SUPPLIED ENTRIES
..........

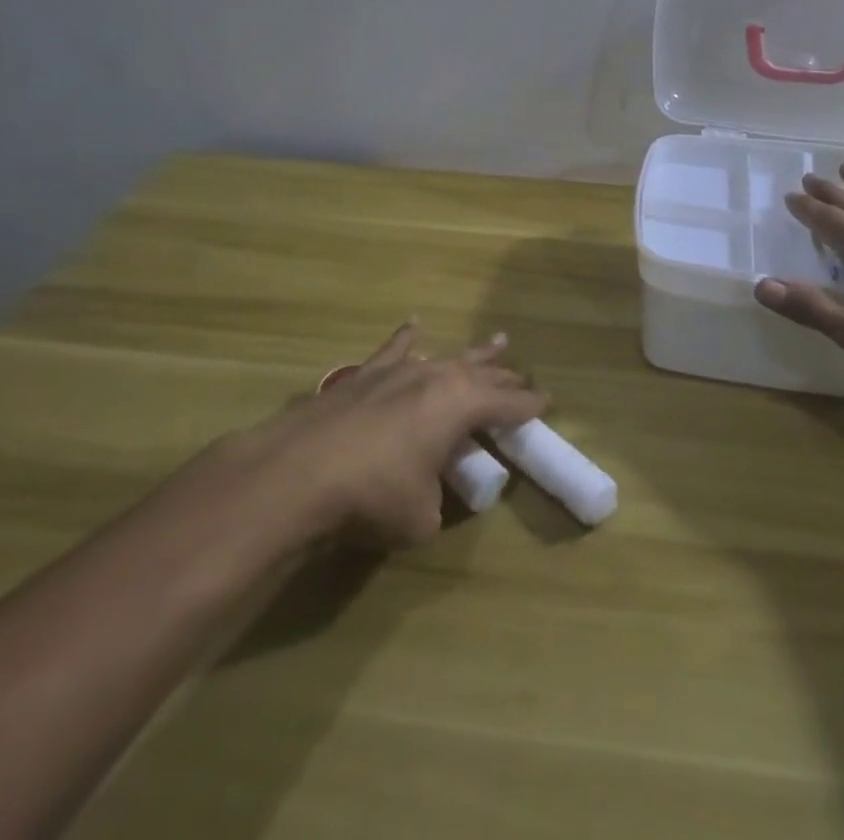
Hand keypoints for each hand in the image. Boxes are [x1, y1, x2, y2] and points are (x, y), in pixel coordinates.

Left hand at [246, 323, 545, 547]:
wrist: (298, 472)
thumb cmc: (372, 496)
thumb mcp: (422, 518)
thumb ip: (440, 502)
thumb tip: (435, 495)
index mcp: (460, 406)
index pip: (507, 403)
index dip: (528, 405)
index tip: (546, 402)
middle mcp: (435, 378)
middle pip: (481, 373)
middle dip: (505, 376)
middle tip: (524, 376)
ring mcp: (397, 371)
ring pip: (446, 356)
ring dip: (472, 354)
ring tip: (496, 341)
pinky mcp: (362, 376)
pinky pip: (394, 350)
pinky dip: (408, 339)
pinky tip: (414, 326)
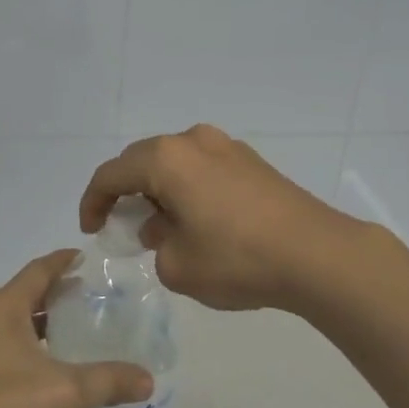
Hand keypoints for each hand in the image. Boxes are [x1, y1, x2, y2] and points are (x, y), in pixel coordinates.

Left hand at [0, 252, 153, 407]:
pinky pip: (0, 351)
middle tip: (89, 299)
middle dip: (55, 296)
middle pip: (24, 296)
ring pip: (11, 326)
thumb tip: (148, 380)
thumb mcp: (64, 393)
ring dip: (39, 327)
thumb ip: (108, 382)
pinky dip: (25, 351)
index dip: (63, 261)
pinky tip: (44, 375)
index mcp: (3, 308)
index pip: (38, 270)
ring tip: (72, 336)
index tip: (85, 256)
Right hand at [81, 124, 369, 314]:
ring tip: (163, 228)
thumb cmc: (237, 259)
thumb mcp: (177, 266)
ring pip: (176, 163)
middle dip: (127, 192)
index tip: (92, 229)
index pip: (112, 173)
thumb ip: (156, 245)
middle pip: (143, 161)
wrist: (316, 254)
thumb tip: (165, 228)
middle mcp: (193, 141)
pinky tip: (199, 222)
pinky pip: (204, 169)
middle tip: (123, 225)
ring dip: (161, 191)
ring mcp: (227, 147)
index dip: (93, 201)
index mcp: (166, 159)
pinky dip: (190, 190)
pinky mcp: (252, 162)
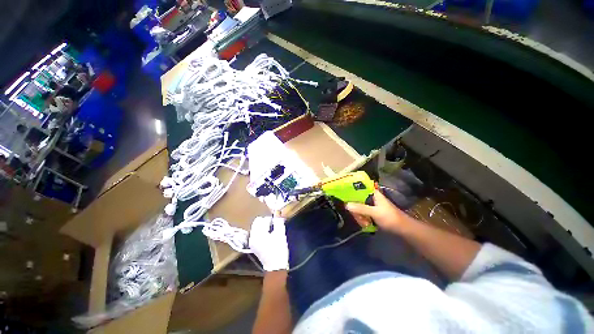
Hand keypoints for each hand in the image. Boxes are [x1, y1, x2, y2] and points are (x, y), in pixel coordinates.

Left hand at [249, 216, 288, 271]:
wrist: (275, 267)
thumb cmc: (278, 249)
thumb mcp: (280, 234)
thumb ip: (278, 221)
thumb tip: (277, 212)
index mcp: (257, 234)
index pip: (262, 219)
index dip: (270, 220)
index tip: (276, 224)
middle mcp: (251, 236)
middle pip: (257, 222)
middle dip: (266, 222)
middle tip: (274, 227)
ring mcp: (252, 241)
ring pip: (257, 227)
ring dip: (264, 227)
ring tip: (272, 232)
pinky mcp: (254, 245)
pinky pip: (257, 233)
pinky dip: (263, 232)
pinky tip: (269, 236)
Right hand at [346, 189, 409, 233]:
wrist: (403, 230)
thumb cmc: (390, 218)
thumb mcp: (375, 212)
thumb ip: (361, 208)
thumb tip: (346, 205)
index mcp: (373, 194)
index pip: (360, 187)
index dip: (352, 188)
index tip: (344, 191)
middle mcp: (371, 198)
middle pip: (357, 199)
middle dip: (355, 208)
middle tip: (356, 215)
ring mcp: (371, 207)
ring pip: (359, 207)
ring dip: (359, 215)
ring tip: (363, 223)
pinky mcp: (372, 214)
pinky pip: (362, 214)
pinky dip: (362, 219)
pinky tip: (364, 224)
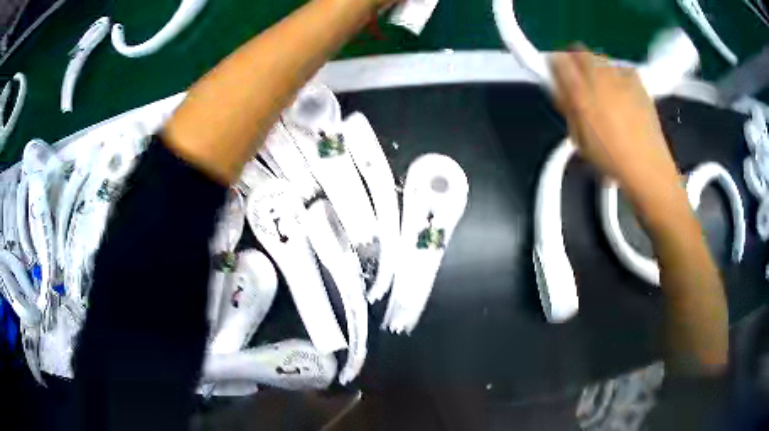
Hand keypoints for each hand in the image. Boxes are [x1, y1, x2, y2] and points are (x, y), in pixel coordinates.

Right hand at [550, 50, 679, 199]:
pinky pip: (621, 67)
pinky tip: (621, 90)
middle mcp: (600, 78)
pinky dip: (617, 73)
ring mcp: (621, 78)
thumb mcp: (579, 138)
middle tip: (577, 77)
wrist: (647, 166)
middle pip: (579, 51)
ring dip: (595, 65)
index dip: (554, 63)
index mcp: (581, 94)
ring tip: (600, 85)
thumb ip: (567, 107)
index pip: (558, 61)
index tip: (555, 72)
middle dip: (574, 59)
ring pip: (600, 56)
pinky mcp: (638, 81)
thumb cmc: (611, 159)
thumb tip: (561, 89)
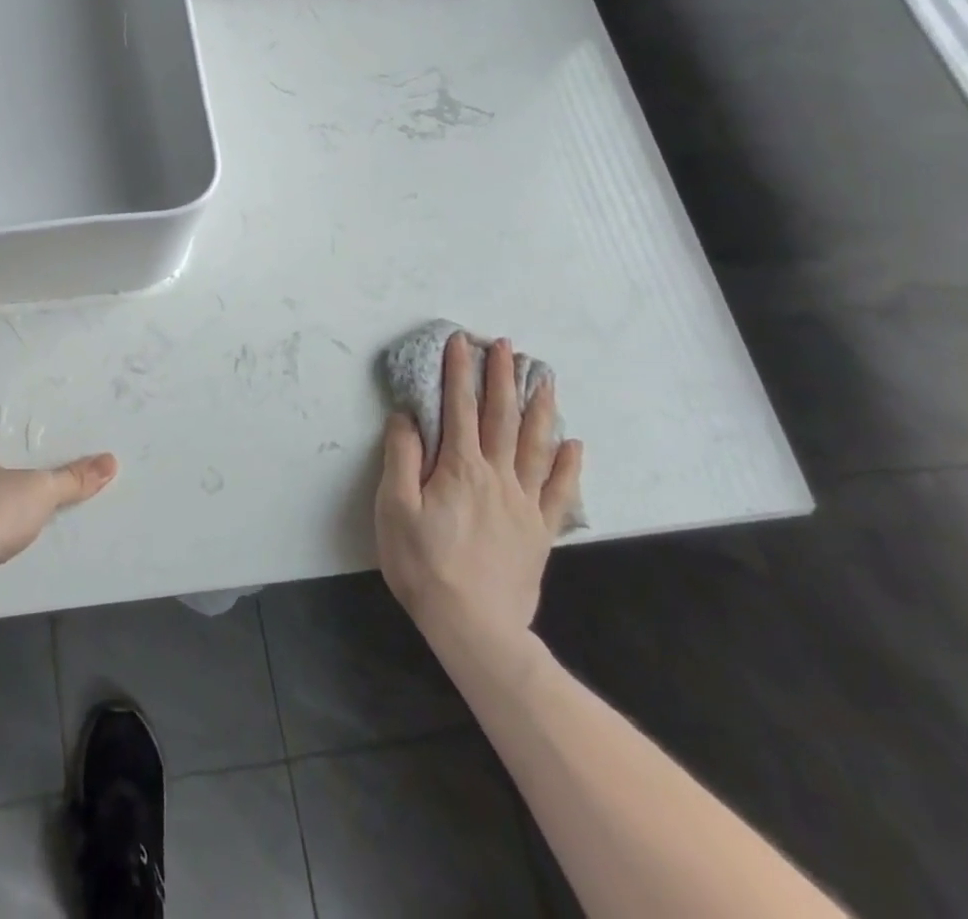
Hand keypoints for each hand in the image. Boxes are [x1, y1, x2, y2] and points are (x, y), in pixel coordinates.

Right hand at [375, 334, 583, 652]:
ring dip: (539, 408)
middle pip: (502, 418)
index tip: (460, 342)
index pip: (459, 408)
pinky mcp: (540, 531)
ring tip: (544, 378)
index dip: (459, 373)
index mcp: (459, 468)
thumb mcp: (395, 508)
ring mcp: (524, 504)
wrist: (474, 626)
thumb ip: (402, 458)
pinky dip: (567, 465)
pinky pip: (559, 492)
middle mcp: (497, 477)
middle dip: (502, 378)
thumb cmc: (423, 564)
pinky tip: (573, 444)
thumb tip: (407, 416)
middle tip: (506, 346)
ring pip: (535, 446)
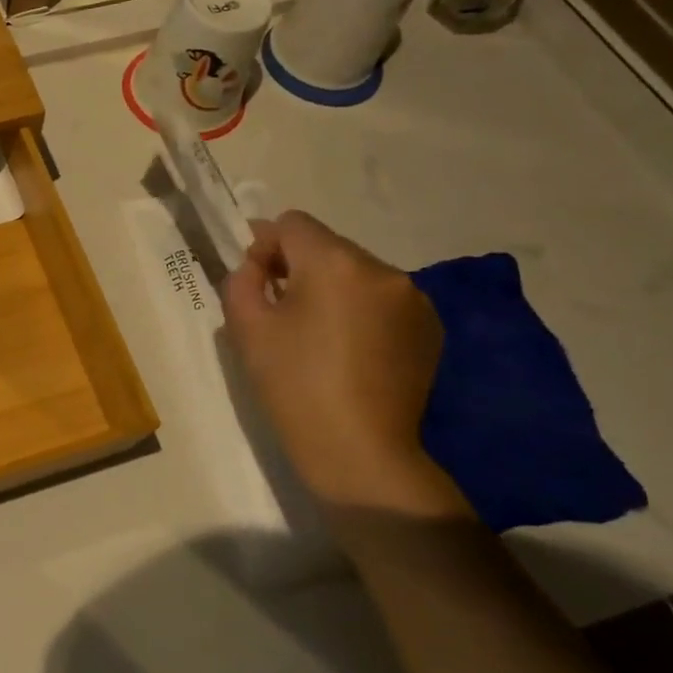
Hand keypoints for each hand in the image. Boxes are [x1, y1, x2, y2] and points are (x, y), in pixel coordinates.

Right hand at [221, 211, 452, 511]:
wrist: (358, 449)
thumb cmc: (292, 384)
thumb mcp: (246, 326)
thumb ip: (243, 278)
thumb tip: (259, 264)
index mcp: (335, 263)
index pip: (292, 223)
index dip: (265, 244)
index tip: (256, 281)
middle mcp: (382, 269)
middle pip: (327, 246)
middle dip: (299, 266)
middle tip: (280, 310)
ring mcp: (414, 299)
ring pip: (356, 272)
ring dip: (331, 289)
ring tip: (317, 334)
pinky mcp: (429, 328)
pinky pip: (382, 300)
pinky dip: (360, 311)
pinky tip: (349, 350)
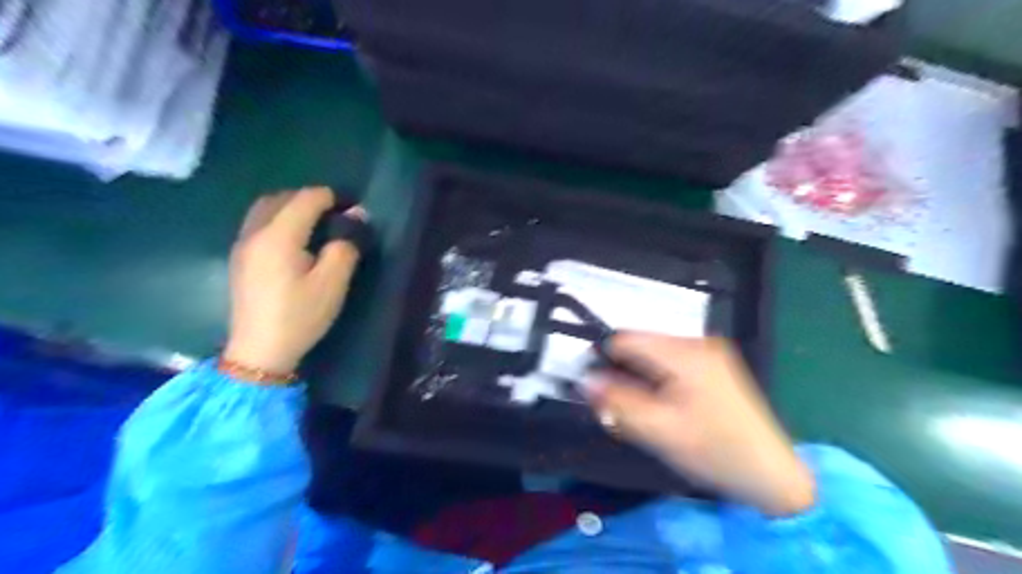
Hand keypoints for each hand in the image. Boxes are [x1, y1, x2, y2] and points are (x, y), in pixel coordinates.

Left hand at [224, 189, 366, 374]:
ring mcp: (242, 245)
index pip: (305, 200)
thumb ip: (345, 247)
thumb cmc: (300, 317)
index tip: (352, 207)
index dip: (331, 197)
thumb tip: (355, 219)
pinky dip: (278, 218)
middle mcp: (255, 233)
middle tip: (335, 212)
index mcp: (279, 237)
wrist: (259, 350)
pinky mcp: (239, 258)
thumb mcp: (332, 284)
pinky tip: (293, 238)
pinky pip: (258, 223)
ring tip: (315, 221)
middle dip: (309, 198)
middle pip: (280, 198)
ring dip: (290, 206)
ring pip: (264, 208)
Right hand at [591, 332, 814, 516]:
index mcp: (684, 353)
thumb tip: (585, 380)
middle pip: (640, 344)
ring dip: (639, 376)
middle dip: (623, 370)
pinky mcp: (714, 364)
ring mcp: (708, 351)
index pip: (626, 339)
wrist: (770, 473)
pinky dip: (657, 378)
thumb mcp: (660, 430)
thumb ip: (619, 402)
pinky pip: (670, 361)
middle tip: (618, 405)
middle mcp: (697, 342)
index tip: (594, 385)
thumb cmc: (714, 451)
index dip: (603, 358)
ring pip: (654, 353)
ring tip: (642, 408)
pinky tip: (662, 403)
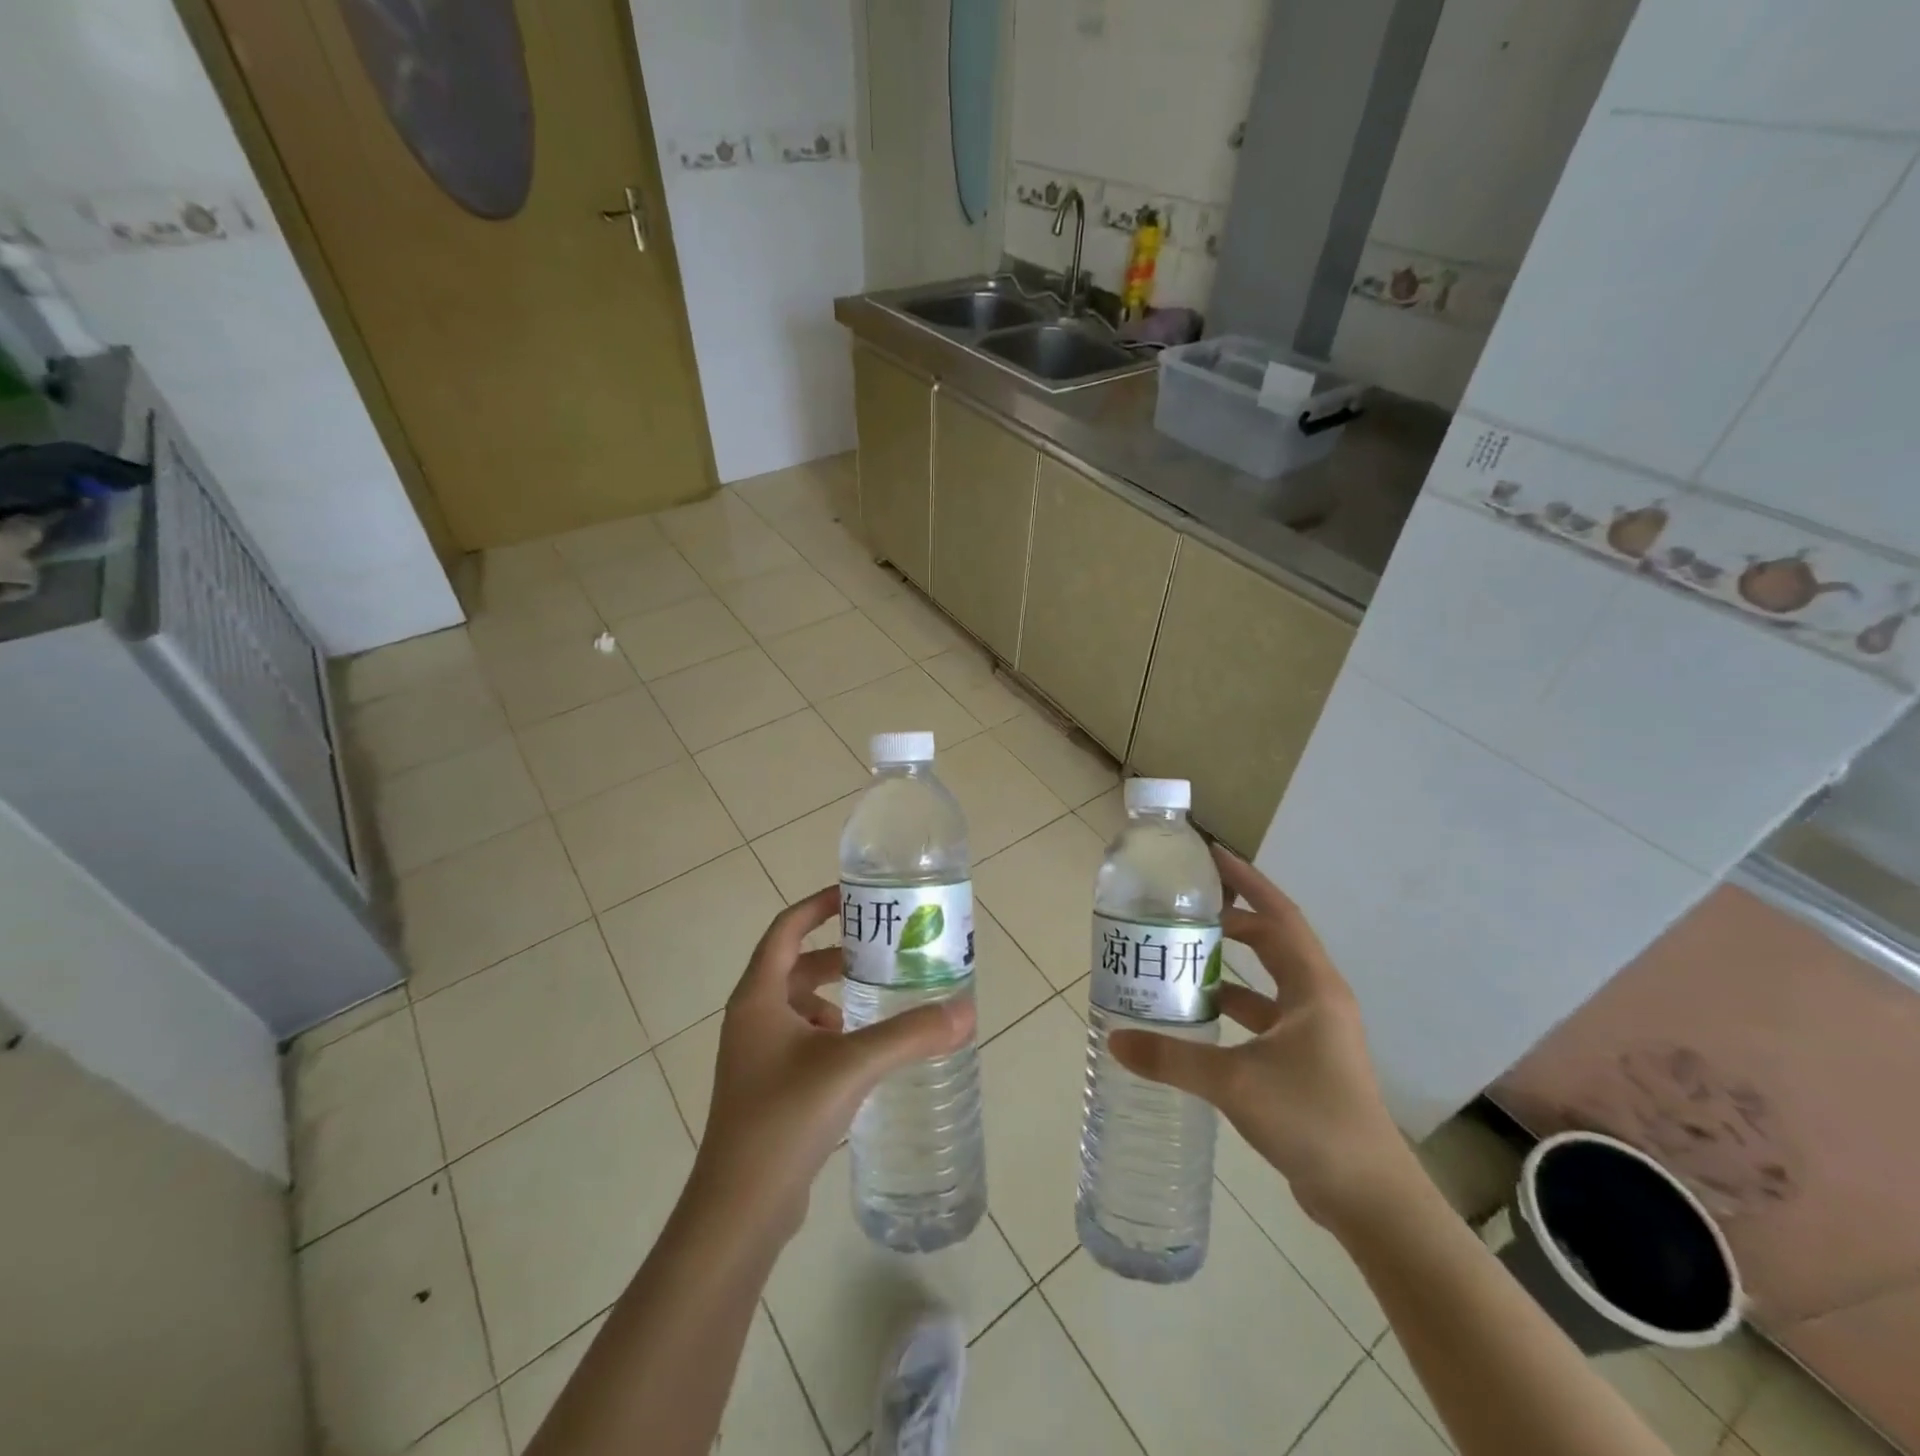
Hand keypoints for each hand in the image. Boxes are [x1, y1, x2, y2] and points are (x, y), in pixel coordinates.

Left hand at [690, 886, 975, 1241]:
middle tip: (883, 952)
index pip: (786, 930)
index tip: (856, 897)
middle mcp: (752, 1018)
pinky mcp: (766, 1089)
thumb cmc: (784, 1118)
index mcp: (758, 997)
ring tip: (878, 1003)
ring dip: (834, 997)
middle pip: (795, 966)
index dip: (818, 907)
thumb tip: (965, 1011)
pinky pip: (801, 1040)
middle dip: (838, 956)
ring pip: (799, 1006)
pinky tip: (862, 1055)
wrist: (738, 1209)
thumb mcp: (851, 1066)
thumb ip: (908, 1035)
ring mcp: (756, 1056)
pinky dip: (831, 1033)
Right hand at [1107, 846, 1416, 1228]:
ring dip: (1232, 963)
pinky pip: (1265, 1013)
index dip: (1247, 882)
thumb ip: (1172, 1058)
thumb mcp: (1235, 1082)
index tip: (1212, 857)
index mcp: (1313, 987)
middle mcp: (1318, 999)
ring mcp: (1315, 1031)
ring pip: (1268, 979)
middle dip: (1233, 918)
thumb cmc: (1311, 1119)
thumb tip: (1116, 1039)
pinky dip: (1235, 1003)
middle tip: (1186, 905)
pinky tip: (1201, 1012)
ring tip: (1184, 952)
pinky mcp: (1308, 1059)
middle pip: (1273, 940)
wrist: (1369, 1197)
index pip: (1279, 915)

..........

WHAT THE TASK ASKS
Repeat verbatim the lines between the start of the data and the line containing "ring dip: (472, 354)", both ends included, omitting all pictures.

SOLUTION FOR THIS EXERCISE
Hand keypoints for each hand in the image. Boxes are [x1, y1, x2, y2] and points are (x, y), in pixel coordinates.

Left hand at [246, 323, 545, 547]:
wrist: (298, 472)
thumb cmc: (372, 496)
thumb mcp: (422, 518)
thumb ip: (440, 502)
thumb tip: (435, 495)
index mcp: (460, 406)
index pip: (507, 403)
index dip: (528, 405)
index tip: (546, 402)
middle mcp: (435, 378)
middle pip: (481, 373)
middle dip: (505, 376)
middle tip: (524, 376)
ring mcp: (397, 371)
ring pip: (446, 356)
ring dip: (472, 354)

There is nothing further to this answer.